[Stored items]
◇ ◇ ◇ ◇ ◇ ◇ ◇
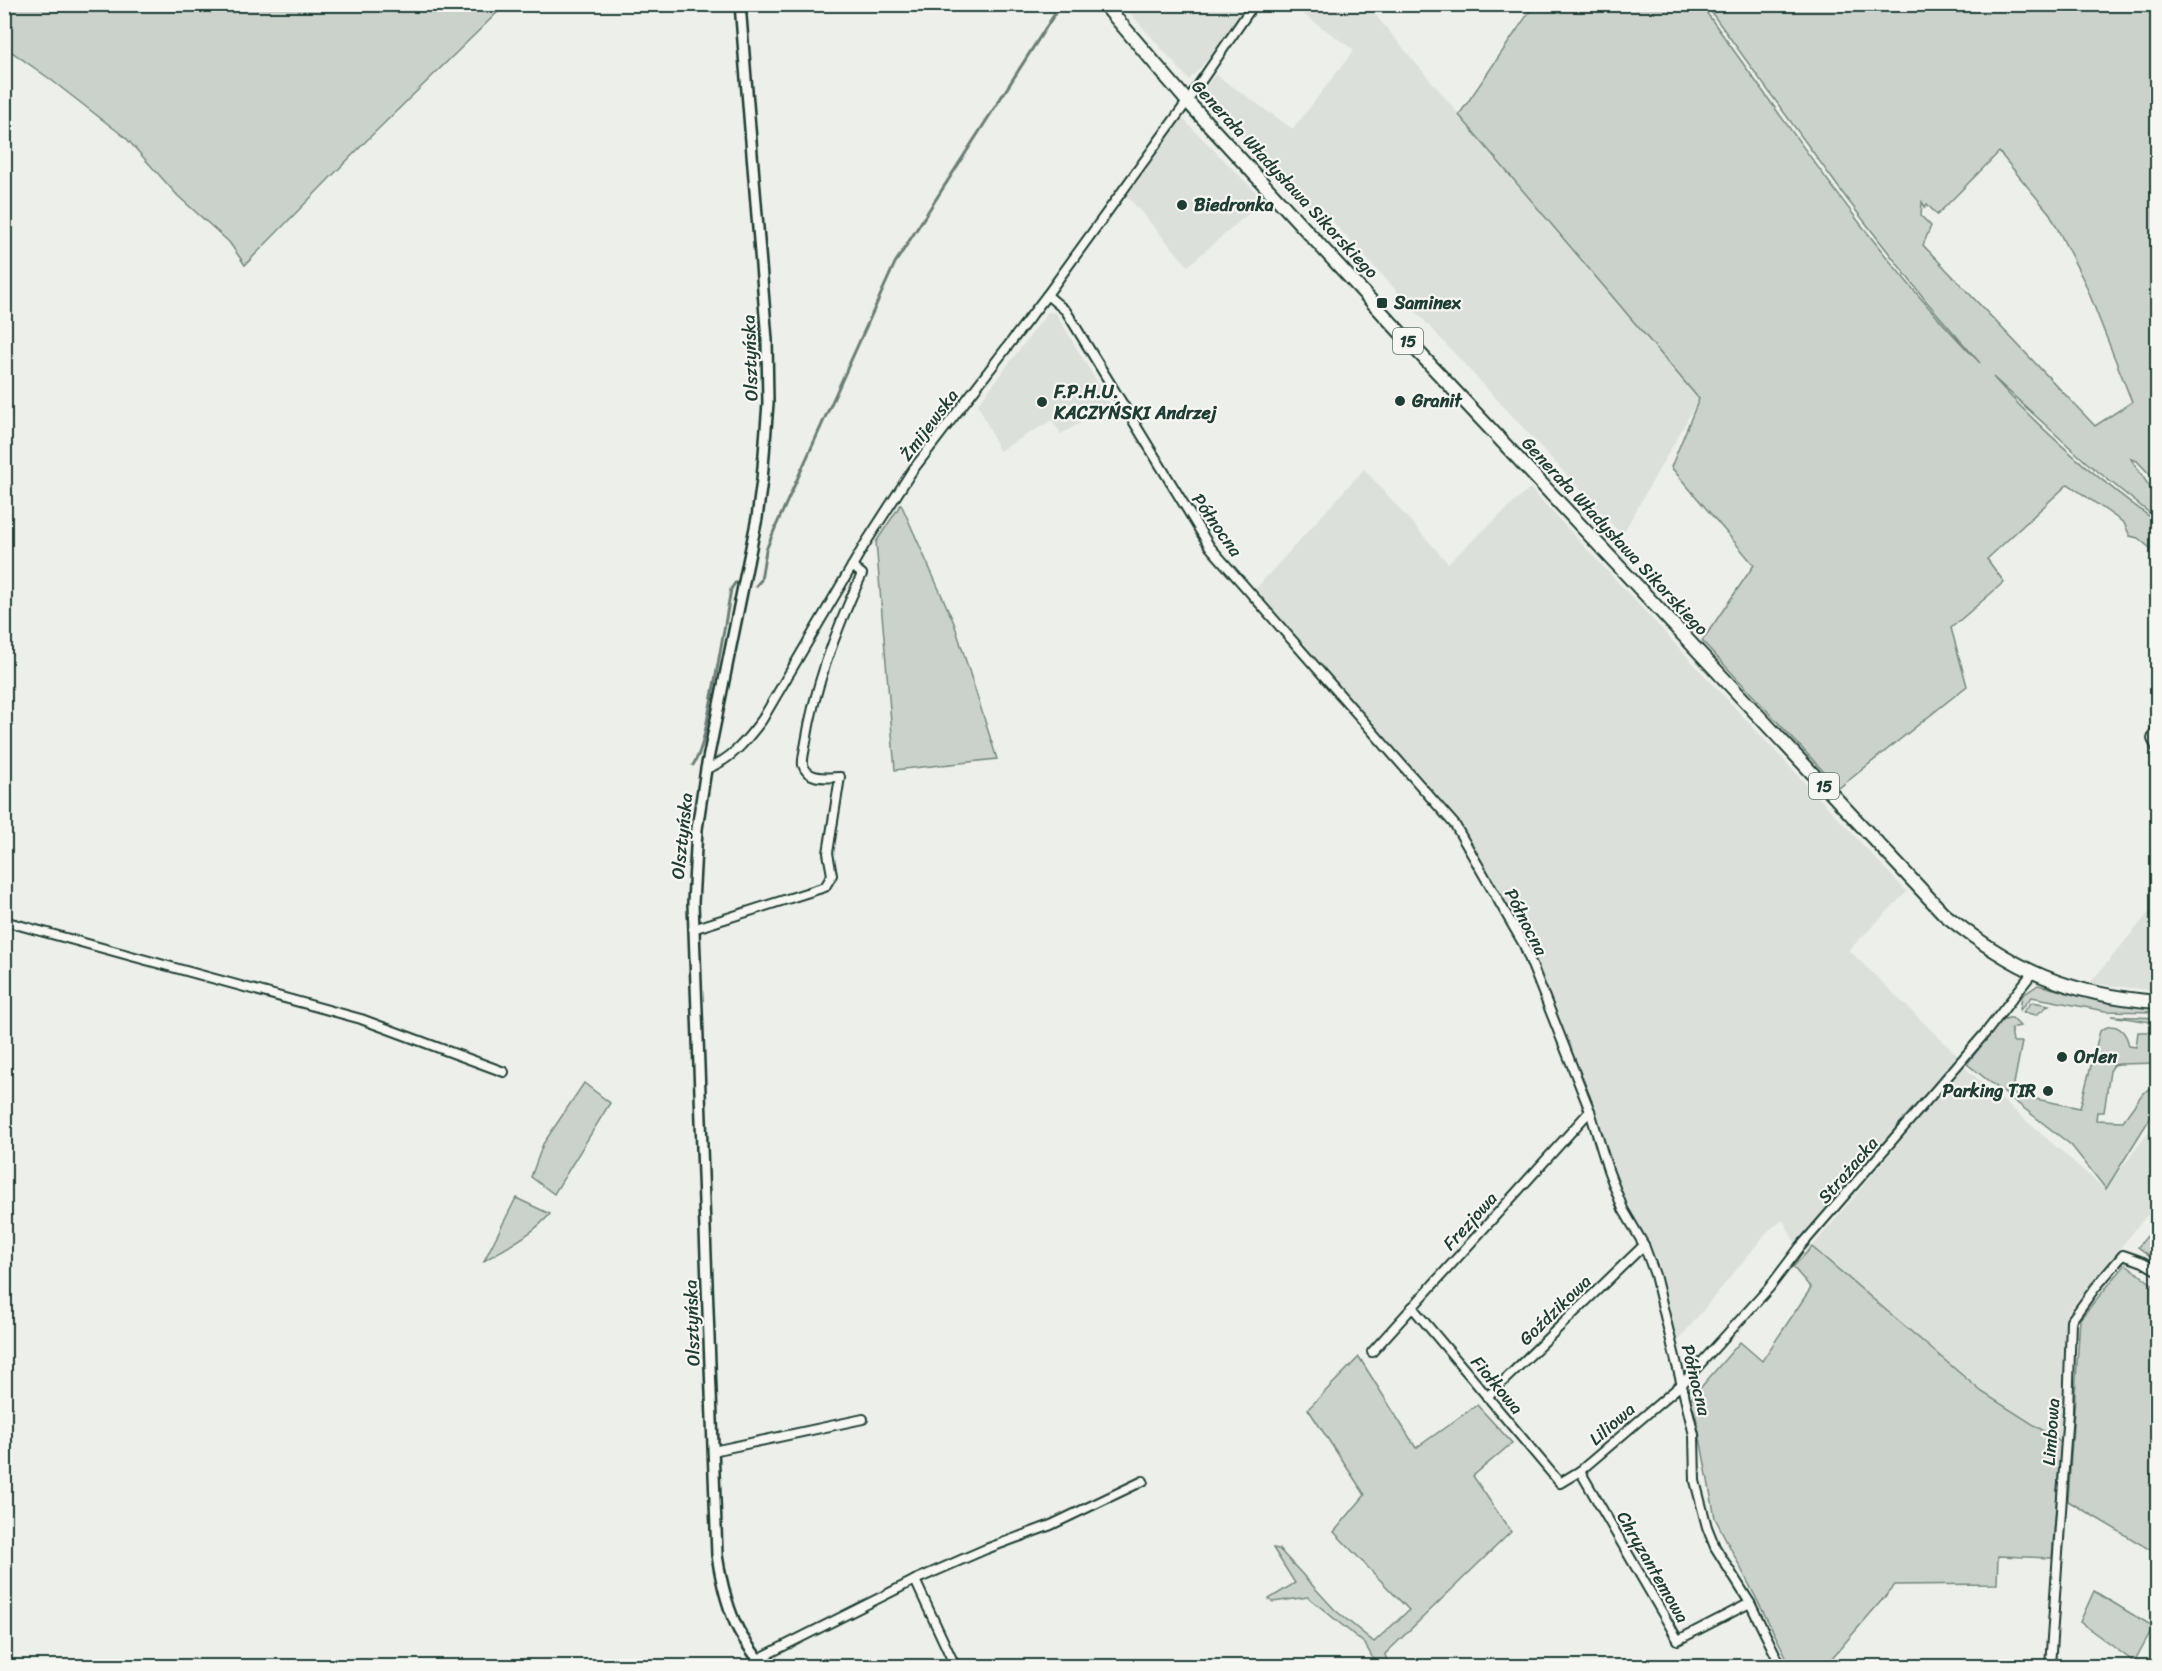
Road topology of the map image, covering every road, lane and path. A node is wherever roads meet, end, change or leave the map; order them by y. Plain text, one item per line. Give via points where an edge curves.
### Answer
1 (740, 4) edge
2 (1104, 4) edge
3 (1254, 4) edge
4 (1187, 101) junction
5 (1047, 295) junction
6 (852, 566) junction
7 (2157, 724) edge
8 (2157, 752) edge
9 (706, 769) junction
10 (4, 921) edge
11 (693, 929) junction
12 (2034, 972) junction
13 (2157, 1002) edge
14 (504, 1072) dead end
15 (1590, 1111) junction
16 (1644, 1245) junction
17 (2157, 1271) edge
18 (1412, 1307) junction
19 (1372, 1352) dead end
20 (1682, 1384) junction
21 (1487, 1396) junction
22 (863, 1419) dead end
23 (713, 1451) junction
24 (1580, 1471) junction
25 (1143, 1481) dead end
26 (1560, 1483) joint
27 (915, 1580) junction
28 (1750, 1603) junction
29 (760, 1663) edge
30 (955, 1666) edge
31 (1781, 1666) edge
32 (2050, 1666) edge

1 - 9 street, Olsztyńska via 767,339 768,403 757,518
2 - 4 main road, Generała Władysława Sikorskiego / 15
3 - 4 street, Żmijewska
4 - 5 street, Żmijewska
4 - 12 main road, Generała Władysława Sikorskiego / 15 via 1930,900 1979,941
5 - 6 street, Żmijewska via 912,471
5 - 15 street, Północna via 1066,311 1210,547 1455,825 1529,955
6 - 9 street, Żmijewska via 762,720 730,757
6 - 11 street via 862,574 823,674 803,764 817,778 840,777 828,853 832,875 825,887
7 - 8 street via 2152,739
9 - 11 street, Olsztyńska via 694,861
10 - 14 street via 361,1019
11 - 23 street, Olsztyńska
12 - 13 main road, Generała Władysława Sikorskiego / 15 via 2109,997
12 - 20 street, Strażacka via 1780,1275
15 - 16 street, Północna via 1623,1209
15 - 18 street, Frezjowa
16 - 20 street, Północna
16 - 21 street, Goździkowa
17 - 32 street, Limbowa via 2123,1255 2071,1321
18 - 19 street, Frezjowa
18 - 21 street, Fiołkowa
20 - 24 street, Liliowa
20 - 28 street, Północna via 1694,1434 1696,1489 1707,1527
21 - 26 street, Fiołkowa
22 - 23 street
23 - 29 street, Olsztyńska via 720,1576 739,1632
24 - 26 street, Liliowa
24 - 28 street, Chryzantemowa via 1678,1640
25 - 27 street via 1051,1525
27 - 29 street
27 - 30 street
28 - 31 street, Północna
◇ ◇ ◇ ◇ ◇ ◇ ◇
_ACTIVITY_
Reproduce each entry exactly as written, but leave out the images.

_YOUR RESPONSE_
Road topology of the map image, covering every road, lane and path. A node is wherever roads meet, end, change or leave the map; order them by y. Plain text, one item per line. Give via points where an edge curves.
### Answer
1 (740, 4) edge
2 (1104, 4) edge
3 (1254, 4) edge
4 (1187, 101) junction
5 (1047, 295) junction
6 (852, 566) junction
7 (2157, 724) edge
8 (2157, 752) edge
9 (706, 769) junction
10 (4, 921) edge
11 (693, 929) junction
12 (2034, 972) junction
13 (2157, 1002) edge
14 (504, 1072) dead end
15 (1590, 1111) junction
16 (1644, 1245) junction
17 (2157, 1271) edge
18 (1412, 1307) junction
19 (1372, 1352) dead end
20 (1682, 1384) junction
21 (1487, 1396) junction
22 (863, 1419) dead end
23 (713, 1451) junction
24 (1580, 1471) junction
25 (1143, 1481) dead end
26 (1560, 1483) joint
27 (915, 1580) junction
28 (1750, 1603) junction
29 (760, 1663) edge
30 (955, 1666) edge
31 (1781, 1666) edge
32 (2050, 1666) edge

1 - 9 street, Olsztyńska via 767,339 768,403 757,518
2 - 4 main road, Generała Władysława Sikorskiego / 15
3 - 4 street, Żmijewska
4 - 5 street, Żmijewska
4 - 12 main road, Generała Władysława Sikorskiego / 15 via 1930,900 1979,941
5 - 6 street, Żmijewska via 912,471
5 - 15 street, Północna via 1066,311 1210,547 1455,825 1529,955
6 - 9 street, Żmijewska via 762,720 730,757
6 - 11 street via 862,574 823,674 803,764 817,778 840,777 828,853 832,875 825,887
7 - 8 street via 2152,739
9 - 11 street, Olsztyńska via 694,861
10 - 14 street via 361,1019
11 - 23 street, Olsztyńska
12 - 13 main road, Generała Władysława Sikorskiego / 15 via 2109,997
12 - 20 street, Strażacka via 1780,1275
15 - 16 street, Północna via 1623,1209
15 - 18 street, Frezjowa
16 - 20 street, Północna
16 - 21 street, Goździkowa
17 - 32 street, Limbowa via 2123,1255 2071,1321
18 - 19 street, Frezjowa
18 - 21 street, Fiołkowa
20 - 24 street, Liliowa
20 - 28 street, Północna via 1694,1434 1696,1489 1707,1527
21 - 26 street, Fiołkowa
22 - 23 street
23 - 29 street, Olsztyńska via 720,1576 739,1632
24 - 26 street, Liliowa
24 - 28 street, Chryzantemowa via 1678,1640
25 - 27 street via 1051,1525
27 - 29 street
27 - 30 street
28 - 31 street, Północna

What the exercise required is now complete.